━━━━━ Extracted records
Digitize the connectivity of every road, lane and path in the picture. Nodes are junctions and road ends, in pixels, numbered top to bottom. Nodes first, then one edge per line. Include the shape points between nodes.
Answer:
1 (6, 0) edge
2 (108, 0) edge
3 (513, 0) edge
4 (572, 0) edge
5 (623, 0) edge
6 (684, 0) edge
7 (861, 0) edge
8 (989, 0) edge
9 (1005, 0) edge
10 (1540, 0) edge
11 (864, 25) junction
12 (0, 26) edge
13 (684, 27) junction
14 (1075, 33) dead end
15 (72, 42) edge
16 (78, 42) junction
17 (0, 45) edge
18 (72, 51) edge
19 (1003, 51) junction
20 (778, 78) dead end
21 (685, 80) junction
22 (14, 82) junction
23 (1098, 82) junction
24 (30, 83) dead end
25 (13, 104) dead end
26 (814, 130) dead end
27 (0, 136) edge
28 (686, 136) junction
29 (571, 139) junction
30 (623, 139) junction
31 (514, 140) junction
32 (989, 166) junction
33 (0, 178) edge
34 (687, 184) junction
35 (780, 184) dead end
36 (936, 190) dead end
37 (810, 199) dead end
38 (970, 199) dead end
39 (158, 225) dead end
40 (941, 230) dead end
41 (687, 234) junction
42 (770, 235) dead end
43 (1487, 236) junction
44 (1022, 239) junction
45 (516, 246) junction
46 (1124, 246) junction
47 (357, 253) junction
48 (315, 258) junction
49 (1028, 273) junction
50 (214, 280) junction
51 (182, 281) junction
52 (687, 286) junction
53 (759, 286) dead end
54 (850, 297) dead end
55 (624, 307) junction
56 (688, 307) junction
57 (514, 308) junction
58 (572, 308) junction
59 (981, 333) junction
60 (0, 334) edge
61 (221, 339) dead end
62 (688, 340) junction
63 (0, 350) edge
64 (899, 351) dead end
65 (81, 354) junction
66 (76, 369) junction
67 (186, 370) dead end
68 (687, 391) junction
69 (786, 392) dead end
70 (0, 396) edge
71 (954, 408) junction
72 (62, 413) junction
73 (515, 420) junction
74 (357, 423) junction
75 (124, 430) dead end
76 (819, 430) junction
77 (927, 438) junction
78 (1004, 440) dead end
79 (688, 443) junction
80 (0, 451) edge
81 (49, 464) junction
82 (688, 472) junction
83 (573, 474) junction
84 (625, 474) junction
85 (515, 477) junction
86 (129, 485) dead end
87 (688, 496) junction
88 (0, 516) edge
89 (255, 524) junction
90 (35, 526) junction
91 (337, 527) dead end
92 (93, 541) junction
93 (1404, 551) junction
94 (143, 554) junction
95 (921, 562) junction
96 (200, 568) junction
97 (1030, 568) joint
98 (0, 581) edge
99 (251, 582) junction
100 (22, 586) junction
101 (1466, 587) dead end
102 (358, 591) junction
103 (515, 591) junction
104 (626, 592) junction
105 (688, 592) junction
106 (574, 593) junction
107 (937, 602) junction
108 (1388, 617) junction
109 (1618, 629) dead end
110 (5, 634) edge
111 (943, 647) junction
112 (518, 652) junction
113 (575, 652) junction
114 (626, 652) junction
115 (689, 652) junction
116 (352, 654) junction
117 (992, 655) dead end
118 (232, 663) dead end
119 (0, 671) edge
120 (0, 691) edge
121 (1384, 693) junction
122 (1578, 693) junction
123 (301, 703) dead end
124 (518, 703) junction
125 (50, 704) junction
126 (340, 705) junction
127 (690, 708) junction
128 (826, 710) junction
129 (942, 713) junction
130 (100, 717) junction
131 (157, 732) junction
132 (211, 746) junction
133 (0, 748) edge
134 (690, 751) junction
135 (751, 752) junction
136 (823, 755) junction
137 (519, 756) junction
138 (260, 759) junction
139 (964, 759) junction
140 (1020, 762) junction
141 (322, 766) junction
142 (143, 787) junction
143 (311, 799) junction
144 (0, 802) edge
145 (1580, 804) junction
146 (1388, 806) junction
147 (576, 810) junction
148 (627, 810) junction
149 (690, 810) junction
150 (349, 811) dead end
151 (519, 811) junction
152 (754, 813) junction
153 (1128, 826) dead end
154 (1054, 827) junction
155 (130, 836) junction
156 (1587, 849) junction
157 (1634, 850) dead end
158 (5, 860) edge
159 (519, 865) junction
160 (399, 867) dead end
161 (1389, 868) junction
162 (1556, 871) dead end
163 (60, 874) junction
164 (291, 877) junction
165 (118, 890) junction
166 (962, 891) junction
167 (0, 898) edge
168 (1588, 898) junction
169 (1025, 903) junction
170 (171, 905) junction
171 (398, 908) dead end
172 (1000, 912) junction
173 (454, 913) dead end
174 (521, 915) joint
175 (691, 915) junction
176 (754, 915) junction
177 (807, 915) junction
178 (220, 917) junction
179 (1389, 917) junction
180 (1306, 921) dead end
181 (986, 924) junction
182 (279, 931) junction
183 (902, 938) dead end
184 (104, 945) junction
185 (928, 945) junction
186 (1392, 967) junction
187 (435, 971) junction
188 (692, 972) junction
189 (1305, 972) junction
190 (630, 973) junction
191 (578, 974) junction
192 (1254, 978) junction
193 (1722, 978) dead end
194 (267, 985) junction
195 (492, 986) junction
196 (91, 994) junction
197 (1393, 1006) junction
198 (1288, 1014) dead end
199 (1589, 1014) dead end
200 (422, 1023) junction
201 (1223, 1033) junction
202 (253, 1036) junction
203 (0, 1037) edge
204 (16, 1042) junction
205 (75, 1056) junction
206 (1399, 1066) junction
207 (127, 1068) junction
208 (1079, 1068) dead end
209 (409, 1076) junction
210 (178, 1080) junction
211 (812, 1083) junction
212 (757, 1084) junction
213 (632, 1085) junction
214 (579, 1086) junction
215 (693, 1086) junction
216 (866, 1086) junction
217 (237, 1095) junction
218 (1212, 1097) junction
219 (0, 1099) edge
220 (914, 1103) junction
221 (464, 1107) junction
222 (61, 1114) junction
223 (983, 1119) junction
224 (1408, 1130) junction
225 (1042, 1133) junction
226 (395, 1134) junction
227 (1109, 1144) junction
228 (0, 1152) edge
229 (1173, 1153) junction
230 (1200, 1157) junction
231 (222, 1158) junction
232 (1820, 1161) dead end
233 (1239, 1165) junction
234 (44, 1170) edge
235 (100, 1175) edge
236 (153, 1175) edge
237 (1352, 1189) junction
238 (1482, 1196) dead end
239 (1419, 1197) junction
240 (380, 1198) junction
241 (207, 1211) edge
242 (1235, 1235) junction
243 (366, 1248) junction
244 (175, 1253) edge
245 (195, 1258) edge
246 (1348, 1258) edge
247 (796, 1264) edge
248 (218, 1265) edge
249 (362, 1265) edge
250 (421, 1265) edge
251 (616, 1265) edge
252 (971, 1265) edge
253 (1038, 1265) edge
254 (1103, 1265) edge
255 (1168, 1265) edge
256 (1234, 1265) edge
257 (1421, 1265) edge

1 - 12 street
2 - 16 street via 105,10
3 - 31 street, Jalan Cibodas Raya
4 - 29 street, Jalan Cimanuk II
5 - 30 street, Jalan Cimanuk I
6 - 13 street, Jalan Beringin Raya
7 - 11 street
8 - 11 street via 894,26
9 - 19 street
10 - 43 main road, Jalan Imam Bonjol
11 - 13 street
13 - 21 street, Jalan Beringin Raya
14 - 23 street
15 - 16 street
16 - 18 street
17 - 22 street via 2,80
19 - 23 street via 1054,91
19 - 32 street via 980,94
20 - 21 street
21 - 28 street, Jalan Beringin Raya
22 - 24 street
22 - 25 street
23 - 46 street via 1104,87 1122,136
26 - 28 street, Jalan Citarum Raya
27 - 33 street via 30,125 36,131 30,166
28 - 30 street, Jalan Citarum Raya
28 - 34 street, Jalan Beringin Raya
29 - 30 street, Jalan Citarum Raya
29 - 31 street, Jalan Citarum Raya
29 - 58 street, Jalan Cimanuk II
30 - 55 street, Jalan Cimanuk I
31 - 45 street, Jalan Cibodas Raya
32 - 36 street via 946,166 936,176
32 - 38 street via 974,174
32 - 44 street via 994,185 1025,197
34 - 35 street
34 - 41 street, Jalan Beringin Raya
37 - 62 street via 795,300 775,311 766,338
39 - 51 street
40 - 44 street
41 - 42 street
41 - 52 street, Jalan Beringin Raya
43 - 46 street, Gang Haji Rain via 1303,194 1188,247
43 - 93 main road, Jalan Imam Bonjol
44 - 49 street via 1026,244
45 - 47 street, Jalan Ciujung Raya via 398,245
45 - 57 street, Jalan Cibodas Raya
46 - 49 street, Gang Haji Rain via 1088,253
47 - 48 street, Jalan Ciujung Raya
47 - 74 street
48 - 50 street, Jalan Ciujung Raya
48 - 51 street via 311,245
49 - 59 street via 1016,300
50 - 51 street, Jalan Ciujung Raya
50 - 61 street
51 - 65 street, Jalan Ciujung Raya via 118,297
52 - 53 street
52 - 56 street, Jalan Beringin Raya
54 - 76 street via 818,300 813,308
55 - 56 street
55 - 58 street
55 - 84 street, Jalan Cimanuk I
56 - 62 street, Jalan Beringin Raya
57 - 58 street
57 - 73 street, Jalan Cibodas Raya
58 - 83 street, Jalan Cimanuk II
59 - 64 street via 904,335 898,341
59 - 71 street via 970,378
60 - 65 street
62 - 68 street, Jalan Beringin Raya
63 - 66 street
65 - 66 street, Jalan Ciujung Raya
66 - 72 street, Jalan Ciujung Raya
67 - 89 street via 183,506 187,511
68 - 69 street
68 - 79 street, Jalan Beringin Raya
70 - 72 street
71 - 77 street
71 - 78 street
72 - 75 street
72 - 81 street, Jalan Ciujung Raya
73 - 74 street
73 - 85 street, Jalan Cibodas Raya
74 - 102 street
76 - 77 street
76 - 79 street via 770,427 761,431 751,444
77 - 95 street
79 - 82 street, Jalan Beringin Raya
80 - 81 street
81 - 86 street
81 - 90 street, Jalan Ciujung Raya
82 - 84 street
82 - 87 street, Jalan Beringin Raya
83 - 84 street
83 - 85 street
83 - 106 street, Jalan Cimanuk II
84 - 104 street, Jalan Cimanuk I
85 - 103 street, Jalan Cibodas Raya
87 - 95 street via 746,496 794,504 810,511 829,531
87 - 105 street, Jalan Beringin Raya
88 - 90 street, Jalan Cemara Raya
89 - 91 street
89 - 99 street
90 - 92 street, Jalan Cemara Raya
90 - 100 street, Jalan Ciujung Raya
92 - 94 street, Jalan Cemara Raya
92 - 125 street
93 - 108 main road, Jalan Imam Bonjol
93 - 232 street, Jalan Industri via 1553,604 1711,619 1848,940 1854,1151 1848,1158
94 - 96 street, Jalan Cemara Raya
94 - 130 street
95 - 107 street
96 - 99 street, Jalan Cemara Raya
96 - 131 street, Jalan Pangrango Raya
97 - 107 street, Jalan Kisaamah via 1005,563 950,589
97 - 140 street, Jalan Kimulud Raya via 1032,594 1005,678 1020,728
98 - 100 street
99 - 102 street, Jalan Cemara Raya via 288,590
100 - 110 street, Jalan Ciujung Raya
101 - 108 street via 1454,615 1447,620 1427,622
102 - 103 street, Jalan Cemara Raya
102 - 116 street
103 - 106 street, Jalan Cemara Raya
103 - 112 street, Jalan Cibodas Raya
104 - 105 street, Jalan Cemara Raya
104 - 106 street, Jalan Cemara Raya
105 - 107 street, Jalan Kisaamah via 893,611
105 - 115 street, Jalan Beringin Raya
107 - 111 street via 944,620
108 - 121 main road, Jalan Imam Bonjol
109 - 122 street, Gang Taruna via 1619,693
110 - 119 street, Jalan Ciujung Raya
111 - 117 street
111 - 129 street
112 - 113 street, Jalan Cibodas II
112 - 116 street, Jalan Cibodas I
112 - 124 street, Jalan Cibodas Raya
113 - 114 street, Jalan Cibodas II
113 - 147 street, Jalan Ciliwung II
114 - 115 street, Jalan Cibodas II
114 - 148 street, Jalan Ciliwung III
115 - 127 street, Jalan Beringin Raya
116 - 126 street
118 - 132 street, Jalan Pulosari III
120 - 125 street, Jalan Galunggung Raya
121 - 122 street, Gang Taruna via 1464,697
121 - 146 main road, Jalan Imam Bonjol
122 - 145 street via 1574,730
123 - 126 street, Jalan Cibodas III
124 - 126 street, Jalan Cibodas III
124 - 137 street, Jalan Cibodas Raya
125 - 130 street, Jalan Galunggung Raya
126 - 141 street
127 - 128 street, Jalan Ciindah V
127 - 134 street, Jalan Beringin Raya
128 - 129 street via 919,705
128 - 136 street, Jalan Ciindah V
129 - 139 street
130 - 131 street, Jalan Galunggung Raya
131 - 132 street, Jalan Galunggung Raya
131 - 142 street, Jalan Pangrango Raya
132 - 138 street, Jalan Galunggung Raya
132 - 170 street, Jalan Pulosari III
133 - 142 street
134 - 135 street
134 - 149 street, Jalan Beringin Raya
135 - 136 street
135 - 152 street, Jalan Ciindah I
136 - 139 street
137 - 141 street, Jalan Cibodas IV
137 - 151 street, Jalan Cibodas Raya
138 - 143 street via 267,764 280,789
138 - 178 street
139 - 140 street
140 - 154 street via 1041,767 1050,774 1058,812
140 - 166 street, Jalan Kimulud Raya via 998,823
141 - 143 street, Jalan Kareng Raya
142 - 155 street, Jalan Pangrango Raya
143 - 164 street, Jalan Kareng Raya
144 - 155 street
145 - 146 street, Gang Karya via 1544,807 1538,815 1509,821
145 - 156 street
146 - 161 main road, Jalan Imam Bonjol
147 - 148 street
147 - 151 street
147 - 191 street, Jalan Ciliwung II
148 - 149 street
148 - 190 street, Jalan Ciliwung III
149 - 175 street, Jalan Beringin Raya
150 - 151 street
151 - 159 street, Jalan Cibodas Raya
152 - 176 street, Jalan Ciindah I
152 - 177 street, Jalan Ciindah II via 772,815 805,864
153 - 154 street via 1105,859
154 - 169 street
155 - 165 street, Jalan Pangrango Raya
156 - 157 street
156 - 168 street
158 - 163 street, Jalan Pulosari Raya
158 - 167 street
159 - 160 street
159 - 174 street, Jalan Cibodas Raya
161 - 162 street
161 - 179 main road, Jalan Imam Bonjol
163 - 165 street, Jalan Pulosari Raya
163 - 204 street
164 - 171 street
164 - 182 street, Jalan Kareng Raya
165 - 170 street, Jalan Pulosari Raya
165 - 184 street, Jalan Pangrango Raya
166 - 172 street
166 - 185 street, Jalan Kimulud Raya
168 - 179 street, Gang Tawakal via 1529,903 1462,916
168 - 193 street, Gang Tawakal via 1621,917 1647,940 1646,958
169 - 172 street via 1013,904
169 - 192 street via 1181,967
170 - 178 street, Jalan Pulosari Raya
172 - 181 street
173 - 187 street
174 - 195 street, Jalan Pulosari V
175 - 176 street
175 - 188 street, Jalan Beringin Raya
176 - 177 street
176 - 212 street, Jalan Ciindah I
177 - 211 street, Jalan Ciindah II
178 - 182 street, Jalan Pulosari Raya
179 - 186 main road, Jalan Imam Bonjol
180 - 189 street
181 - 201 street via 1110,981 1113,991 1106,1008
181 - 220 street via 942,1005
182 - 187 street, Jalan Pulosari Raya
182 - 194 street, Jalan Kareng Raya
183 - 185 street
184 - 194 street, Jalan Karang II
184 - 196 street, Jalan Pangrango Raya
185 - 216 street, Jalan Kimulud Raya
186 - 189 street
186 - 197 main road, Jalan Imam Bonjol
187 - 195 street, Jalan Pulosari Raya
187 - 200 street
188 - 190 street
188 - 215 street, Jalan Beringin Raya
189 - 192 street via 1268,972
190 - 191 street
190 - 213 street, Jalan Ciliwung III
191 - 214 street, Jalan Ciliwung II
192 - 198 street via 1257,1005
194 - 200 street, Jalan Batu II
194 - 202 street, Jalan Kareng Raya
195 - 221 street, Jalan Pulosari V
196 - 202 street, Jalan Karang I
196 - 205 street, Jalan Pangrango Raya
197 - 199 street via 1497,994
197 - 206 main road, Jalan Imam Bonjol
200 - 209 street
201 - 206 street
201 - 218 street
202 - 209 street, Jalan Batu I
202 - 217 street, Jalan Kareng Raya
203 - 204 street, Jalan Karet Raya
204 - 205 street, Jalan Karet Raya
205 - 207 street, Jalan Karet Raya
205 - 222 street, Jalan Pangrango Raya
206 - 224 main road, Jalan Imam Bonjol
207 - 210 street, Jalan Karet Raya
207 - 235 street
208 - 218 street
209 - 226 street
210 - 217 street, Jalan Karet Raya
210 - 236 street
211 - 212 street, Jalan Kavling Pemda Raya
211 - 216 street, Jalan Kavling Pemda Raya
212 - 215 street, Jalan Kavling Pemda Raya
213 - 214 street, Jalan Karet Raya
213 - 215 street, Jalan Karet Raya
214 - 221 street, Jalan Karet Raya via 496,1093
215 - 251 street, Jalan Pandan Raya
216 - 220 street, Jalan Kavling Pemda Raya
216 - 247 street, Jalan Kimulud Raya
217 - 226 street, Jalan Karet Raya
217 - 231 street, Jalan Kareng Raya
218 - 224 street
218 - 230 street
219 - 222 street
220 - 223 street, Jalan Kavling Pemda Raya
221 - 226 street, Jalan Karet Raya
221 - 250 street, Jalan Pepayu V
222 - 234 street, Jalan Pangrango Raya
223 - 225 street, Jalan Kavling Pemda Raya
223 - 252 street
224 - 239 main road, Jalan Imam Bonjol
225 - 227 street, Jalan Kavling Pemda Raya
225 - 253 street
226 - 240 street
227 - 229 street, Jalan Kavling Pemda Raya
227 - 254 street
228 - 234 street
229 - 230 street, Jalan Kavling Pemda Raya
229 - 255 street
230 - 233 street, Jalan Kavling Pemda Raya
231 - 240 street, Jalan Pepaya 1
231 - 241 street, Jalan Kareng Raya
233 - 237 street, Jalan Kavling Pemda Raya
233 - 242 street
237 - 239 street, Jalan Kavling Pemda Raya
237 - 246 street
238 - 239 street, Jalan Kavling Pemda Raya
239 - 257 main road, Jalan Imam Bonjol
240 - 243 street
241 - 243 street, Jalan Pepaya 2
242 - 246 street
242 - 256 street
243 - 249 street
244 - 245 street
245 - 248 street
━━━━━━━━━━
- Task goal -
Only the lines above that include the word "Taruna" belong in the answer; copy each one.

- Your response -
109 - 122 street, Gang Taruna via 1619,693
121 - 122 street, Gang Taruna via 1464,697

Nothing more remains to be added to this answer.